━━━ Data
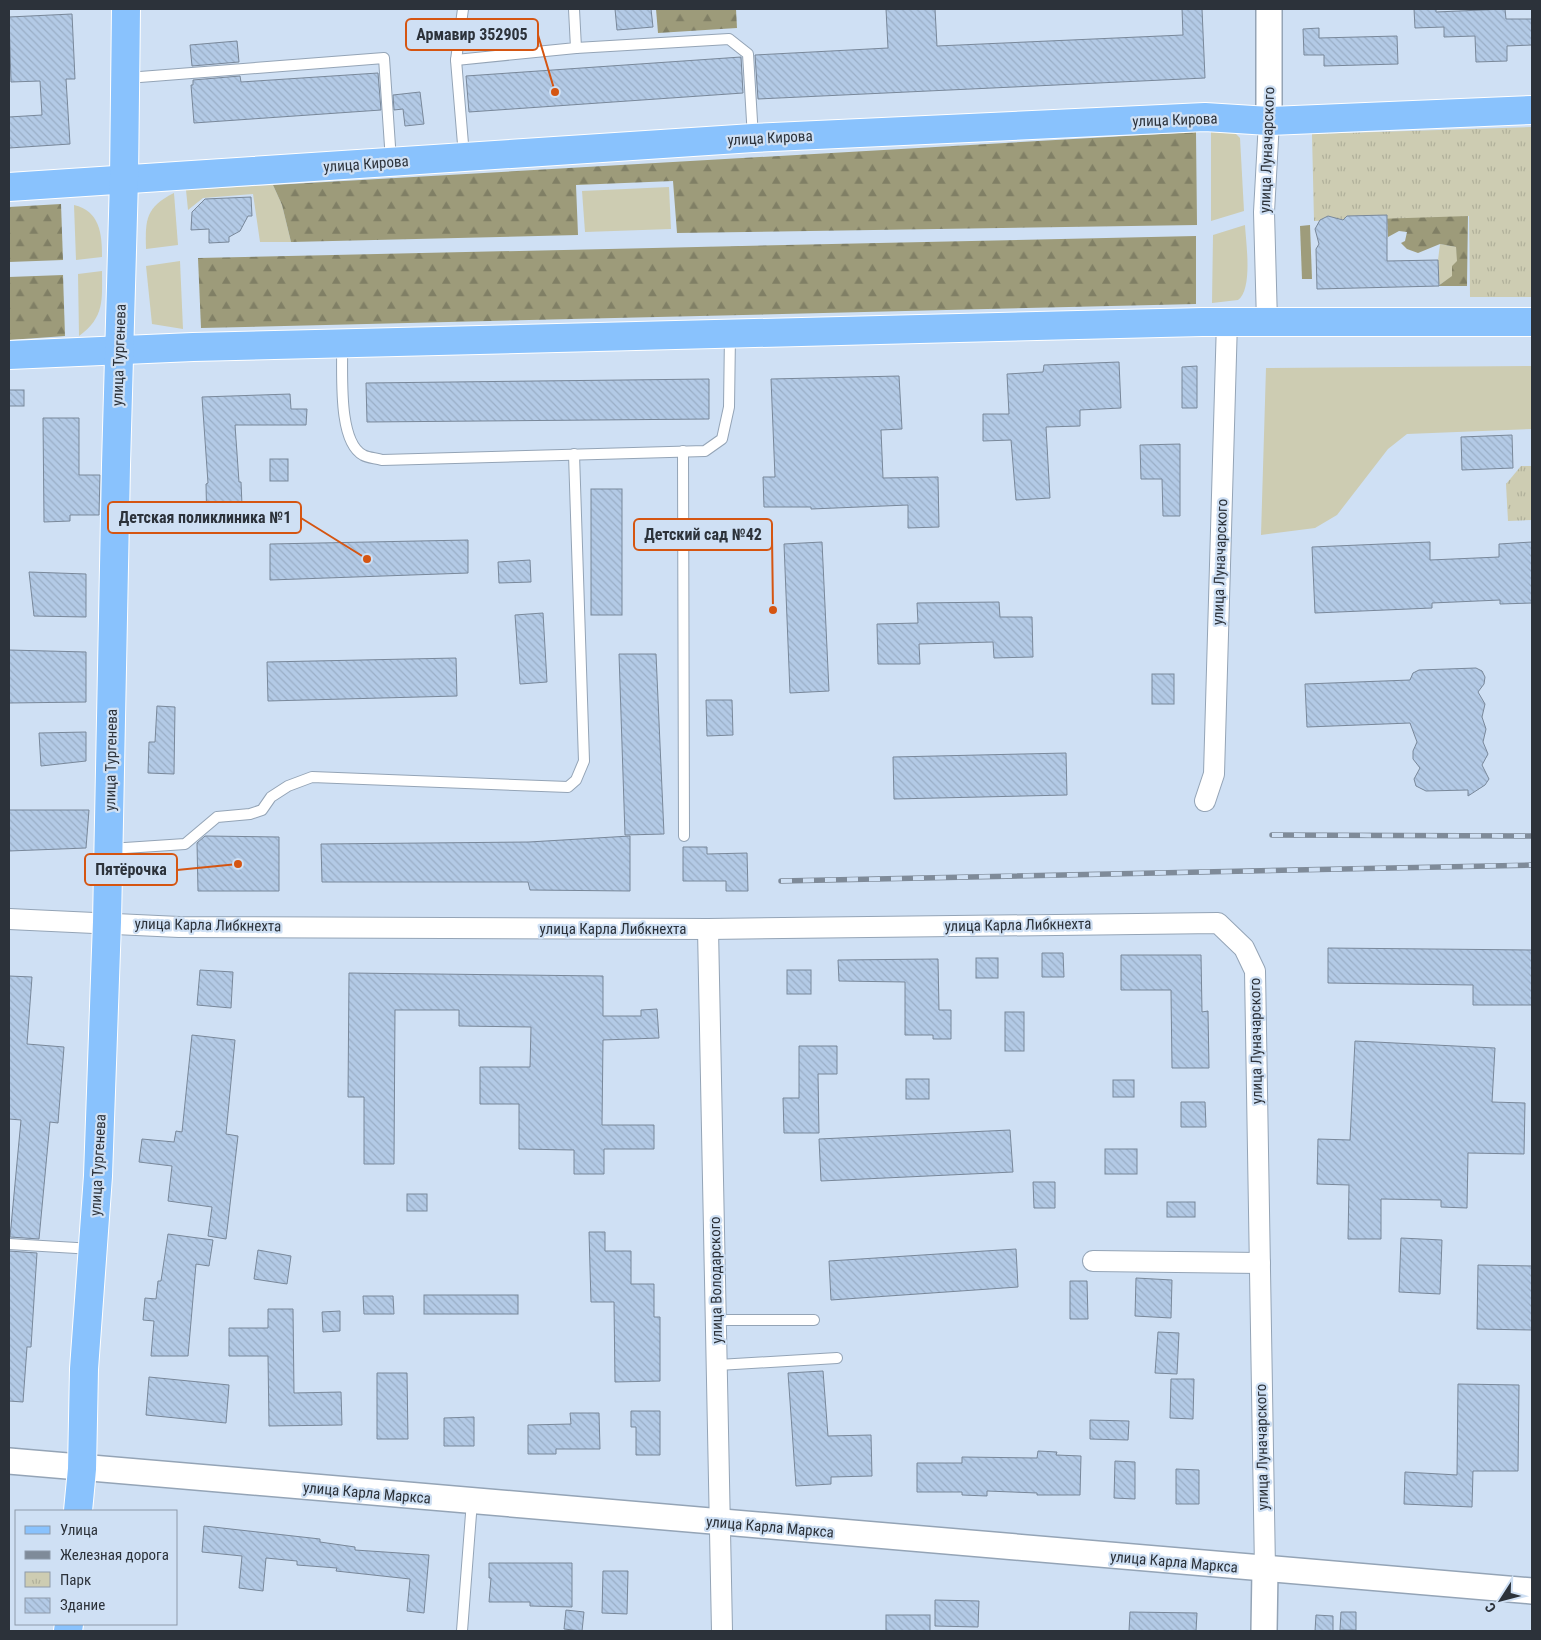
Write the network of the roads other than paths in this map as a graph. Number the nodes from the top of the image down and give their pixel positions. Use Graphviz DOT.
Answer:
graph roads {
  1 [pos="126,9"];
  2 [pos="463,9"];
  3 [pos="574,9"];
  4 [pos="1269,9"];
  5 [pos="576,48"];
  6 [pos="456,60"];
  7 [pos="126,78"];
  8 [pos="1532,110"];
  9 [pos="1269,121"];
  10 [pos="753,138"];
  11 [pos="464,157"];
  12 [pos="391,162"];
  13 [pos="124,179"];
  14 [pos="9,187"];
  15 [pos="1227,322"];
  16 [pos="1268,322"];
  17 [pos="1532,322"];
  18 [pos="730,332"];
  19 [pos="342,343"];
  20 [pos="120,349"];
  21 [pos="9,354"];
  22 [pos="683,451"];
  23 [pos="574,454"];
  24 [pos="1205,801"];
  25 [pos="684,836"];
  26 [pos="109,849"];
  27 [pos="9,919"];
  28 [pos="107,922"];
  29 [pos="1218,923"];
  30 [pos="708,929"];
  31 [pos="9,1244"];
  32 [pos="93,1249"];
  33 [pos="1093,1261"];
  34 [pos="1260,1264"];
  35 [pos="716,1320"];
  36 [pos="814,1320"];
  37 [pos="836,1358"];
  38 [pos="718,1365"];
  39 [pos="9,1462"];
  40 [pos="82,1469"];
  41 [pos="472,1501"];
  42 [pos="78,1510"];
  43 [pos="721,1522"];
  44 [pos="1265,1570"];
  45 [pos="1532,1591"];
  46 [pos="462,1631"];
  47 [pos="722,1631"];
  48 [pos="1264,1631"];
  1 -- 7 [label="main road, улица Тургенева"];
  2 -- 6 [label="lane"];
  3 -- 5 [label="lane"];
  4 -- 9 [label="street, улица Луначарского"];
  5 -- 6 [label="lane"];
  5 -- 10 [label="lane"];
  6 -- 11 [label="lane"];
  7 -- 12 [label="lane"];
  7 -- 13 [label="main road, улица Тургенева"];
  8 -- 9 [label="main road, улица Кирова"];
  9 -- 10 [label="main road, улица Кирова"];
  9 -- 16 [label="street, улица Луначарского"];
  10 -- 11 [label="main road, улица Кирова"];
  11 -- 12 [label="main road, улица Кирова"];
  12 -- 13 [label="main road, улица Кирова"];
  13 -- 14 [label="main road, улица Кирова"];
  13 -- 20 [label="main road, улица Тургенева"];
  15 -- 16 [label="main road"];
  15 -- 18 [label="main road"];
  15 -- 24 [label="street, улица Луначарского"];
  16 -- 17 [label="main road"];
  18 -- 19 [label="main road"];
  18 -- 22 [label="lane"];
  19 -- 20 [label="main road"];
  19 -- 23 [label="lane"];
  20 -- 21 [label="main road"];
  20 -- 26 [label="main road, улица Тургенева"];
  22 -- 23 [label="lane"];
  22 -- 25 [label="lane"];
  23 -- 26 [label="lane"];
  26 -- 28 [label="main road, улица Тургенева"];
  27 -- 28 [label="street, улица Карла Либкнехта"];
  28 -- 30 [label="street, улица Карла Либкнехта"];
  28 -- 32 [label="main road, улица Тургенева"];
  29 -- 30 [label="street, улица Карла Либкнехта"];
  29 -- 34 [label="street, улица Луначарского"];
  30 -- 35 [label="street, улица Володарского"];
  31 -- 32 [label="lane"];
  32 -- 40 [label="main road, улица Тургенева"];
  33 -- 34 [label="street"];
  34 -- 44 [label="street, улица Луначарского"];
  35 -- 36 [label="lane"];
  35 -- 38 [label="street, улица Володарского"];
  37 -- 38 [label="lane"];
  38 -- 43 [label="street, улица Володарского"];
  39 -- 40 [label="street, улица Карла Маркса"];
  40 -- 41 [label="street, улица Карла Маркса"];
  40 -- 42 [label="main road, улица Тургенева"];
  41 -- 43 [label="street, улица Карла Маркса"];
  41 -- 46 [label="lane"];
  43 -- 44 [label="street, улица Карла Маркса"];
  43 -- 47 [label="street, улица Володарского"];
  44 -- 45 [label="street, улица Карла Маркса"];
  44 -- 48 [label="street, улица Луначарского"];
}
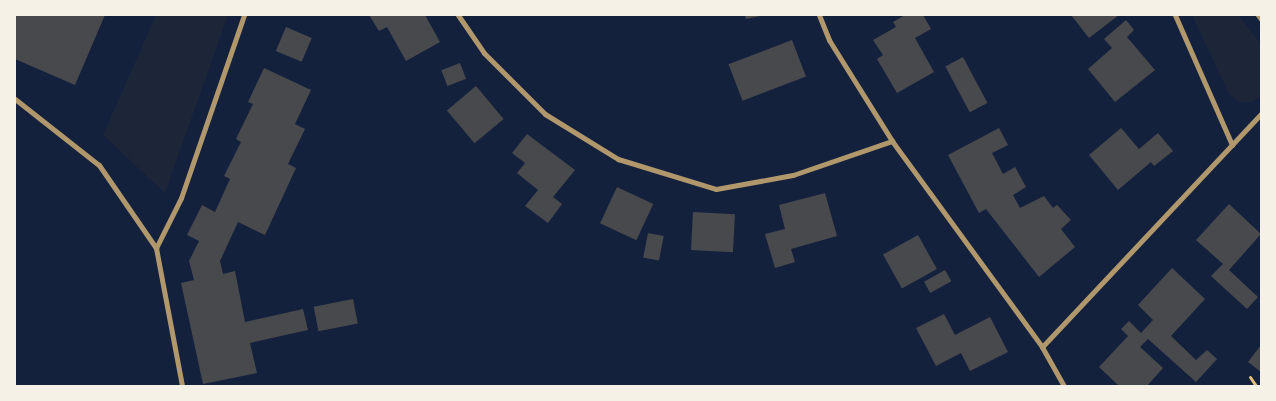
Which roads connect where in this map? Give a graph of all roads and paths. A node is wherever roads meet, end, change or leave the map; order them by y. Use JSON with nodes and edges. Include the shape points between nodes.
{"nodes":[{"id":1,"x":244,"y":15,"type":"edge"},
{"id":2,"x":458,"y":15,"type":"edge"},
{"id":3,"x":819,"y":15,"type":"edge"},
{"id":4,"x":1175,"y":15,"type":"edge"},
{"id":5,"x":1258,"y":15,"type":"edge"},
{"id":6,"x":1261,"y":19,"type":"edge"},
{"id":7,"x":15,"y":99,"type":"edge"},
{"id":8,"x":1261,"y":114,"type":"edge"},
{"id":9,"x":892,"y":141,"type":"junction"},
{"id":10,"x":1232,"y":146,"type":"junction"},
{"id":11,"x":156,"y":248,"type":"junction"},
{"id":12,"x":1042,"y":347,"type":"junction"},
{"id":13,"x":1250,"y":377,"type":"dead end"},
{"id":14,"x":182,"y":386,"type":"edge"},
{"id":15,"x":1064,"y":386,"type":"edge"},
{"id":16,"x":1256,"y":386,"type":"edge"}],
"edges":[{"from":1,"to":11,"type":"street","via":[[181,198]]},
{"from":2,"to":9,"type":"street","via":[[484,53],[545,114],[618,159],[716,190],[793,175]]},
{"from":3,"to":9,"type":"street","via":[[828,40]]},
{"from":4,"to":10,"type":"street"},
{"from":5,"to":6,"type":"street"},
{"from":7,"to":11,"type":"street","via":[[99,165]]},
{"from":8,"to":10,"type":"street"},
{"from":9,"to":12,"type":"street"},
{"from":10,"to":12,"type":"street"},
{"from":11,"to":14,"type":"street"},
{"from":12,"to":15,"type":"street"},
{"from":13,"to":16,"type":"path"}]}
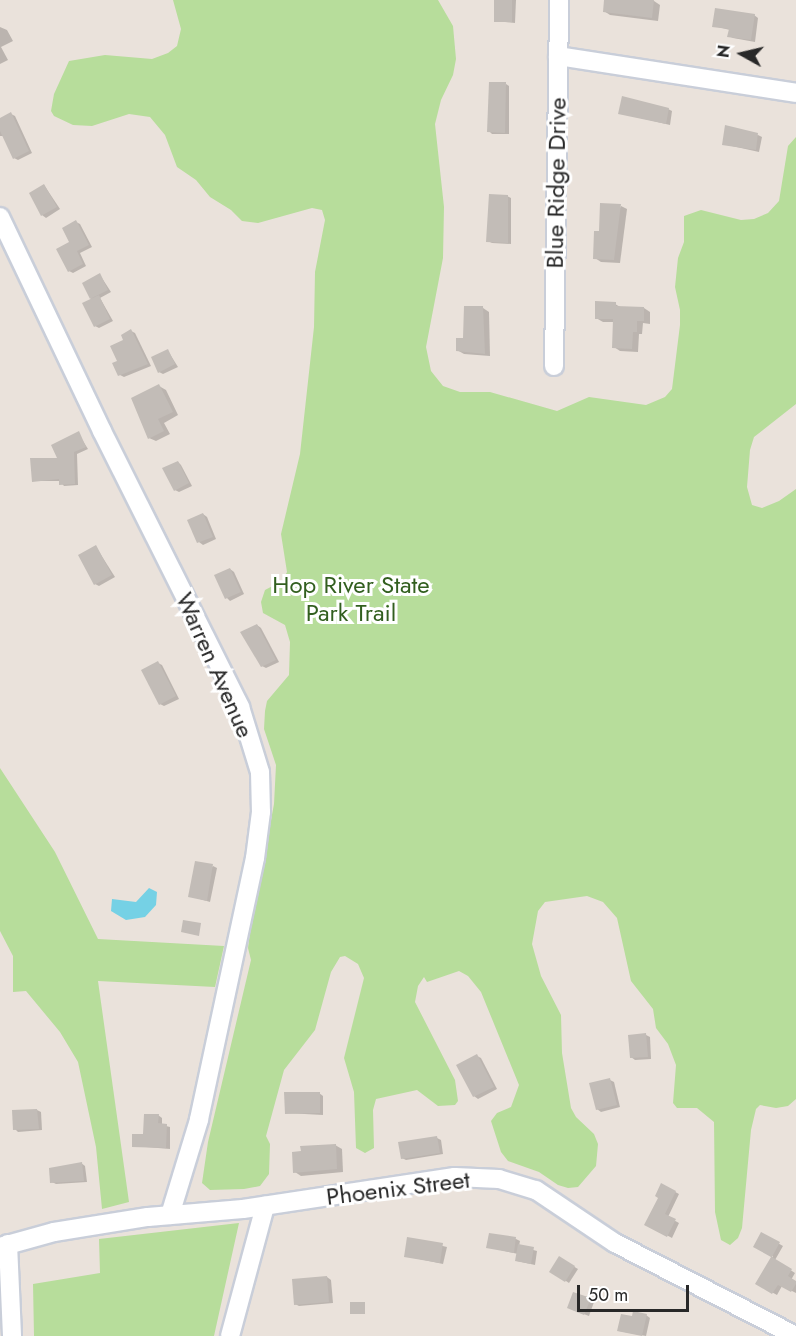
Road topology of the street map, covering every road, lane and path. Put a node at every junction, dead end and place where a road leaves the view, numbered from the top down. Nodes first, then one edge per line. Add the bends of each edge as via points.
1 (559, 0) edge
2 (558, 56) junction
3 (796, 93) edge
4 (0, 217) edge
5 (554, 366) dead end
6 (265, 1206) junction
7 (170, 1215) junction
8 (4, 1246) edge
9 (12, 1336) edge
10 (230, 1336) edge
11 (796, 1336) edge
━━━━━━
→ Work instructions
Pictures excluded, quote all the data above exactly.

→ Problem solution
Write the network of the roads other than paths in this map as a graph. Number the nodes from the top of the image down and give their pixel positions. Use Graphviz DOT.
Answer:
graph roads {
  1 [pos="126,9"];
  2 [pos="463,9"];
  3 [pos="574,9"];
  4 [pos="1269,9"];
  5 [pos="576,48"];
  6 [pos="456,60"];
  7 [pos="126,78"];
  8 [pos="1532,110"];
  9 [pos="1269,121"];
  10 [pos="753,138"];
  11 [pos="464,157"];
  12 [pos="391,162"];
  13 [pos="124,179"];
  14 [pos="9,187"];
  15 [pos="1227,322"];
  16 [pos="1268,322"];
  17 [pos="1532,322"];
  18 [pos="730,332"];
  19 [pos="342,343"];
  20 [pos="120,349"];
  21 [pos="9,354"];
  22 [pos="683,451"];
  23 [pos="574,454"];
  24 [pos="1205,801"];
  25 [pos="684,836"];
  26 [pos="109,849"];
  27 [pos="9,919"];
  28 [pos="107,922"];
  29 [pos="1218,923"];
  30 [pos="708,929"];
  31 [pos="9,1244"];
  32 [pos="93,1249"];
  33 [pos="1093,1261"];
  34 [pos="1260,1264"];
  35 [pos="716,1320"];
  36 [pos="814,1320"];
  37 [pos="836,1358"];
  38 [pos="718,1365"];
  39 [pos="9,1462"];
  40 [pos="82,1469"];
  41 [pos="472,1501"];
  42 [pos="78,1510"];
  43 [pos="721,1522"];
  44 [pos="1265,1570"];
  45 [pos="1532,1591"];
  46 [pos="462,1631"];
  47 [pos="722,1631"];
  48 [pos="1264,1631"];
  1 -- 7 [label="main road, улица Тургенева"];
  2 -- 6 [label="lane"];
  3 -- 5 [label="lane"];
  4 -- 9 [label="street, улица Луначарского"];
  5 -- 6 [label="lane"];
  5 -- 10 [label="lane"];
  6 -- 11 [label="lane"];
  7 -- 12 [label="lane"];
  7 -- 13 [label="main road, улица Тургенева"];
  8 -- 9 [label="main road, улица Кирова"];
  9 -- 10 [label="main road, улица Кирова"];
  9 -- 16 [label="street, улица Луначарского"];
  10 -- 11 [label="main road, улица Кирова"];
  11 -- 12 [label="main road, улица Кирова"];
  12 -- 13 [label="main road, улица Кирова"];
  13 -- 14 [label="main road, улица Кирова"];
  13 -- 20 [label="main road, улица Тургенева"];
  15 -- 16 [label="main road"];
  15 -- 18 [label="main road"];
  15 -- 24 [label="street, улица Луначарского"];
  16 -- 17 [label="main road"];
  18 -- 19 [label="main road"];
  18 -- 22 [label="lane"];
  19 -- 20 [label="main road"];
  19 -- 23 [label="lane"];
  20 -- 21 [label="main road"];
  20 -- 26 [label="main road, улица Тургенева"];
  22 -- 23 [label="lane"];
  22 -- 25 [label="lane"];
  23 -- 26 [label="lane"];
  26 -- 28 [label="main road, улица Тургенева"];
  27 -- 28 [label="street, улица Карла Либкнехта"];
  28 -- 30 [label="street, улица Карла Либкнехта"];
  28 -- 32 [label="main road, улица Тургенева"];
  29 -- 30 [label="street, улица Карла Либкнехта"];
  29 -- 34 [label="street, улица Луначарского"];
  30 -- 35 [label="street, улица Володарского"];
  31 -- 32 [label="lane"];
  32 -- 40 [label="main road, улица Тургенева"];
  33 -- 34 [label="street"];
  34 -- 44 [label="street, улица Луначарского"];
  35 -- 36 [label="lane"];
  35 -- 38 [label="street, улица Володарского"];
  37 -- 38 [label="lane"];
  38 -- 43 [label="street, улица Володарского"];
  39 -- 40 [label="street, улица Карла Маркса"];
  40 -- 41 [label="street, улица Карла Маркса"];
  40 -- 42 [label="main road, улица Тургенева"];
  41 -- 43 [label="street, улица Карла Маркса"];
  41 -- 46 [label="lane"];
  43 -- 44 [label="street, улица Карла Маркса"];
  43 -- 47 [label="street, улица Володарского"];
  44 -- 45 [label="street, улица Карла Маркса"];
  44 -- 48 [label="street, улица Луначарского"];
}
Which roads connect where in this map? Give a graph of all roads and paths. A node is wherever roads meet, end, change or leave the map; order them by y. Use JSON with nodes and edges. Include the shape points between nodes.
{"nodes":[{"id":1,"x":244,"y":15,"type":"edge"},
{"id":2,"x":458,"y":15,"type":"edge"},
{"id":3,"x":819,"y":15,"type":"edge"},
{"id":4,"x":1175,"y":15,"type":"edge"},
{"id":5,"x":1258,"y":15,"type":"edge"},
{"id":6,"x":1261,"y":19,"type":"edge"},
{"id":7,"x":15,"y":99,"type":"edge"},
{"id":8,"x":1261,"y":114,"type":"edge"},
{"id":9,"x":892,"y":141,"type":"junction"},
{"id":10,"x":1232,"y":146,"type":"junction"},
{"id":11,"x":156,"y":248,"type":"junction"},
{"id":12,"x":1042,"y":347,"type":"junction"},
{"id":13,"x":1250,"y":377,"type":"dead end"},
{"id":14,"x":182,"y":386,"type":"edge"},
{"id":15,"x":1064,"y":386,"type":"edge"},
{"id":16,"x":1256,"y":386,"type":"edge"}],
"edges":[{"from":1,"to":11,"type":"street","via":[[181,198]]},
{"from":2,"to":9,"type":"street","via":[[484,53],[545,114],[618,159],[716,190],[793,175]]},
{"from":3,"to":9,"type":"street","via":[[828,40]]},
{"from":4,"to":10,"type":"street"},
{"from":5,"to":6,"type":"street"},
{"from":7,"to":11,"type":"street","via":[[99,165]]},
{"from":8,"to":10,"type":"street"},
{"from":9,"to":12,"type":"street"},
{"from":10,"to":12,"type":"street"},
{"from":11,"to":14,"type":"street"},
{"from":12,"to":15,"type":"street"},
{"from":13,"to":16,"type":"path"}]}
Road topology of the street map, covering every road, lane and path. Put a node at every junction, dead end and place where a road leaves the view, numbered from the top down. Nodes first, then one edge per line. Add the bends of each edge as via points.
1 (559, 0) edge
2 (558, 56) junction
3 (796, 93) edge
4 (0, 217) edge
5 (554, 366) dead end
6 (265, 1206) junction
7 (170, 1215) junction
8 (4, 1246) edge
9 (12, 1336) edge
10 (230, 1336) edge
11 (796, 1336) edge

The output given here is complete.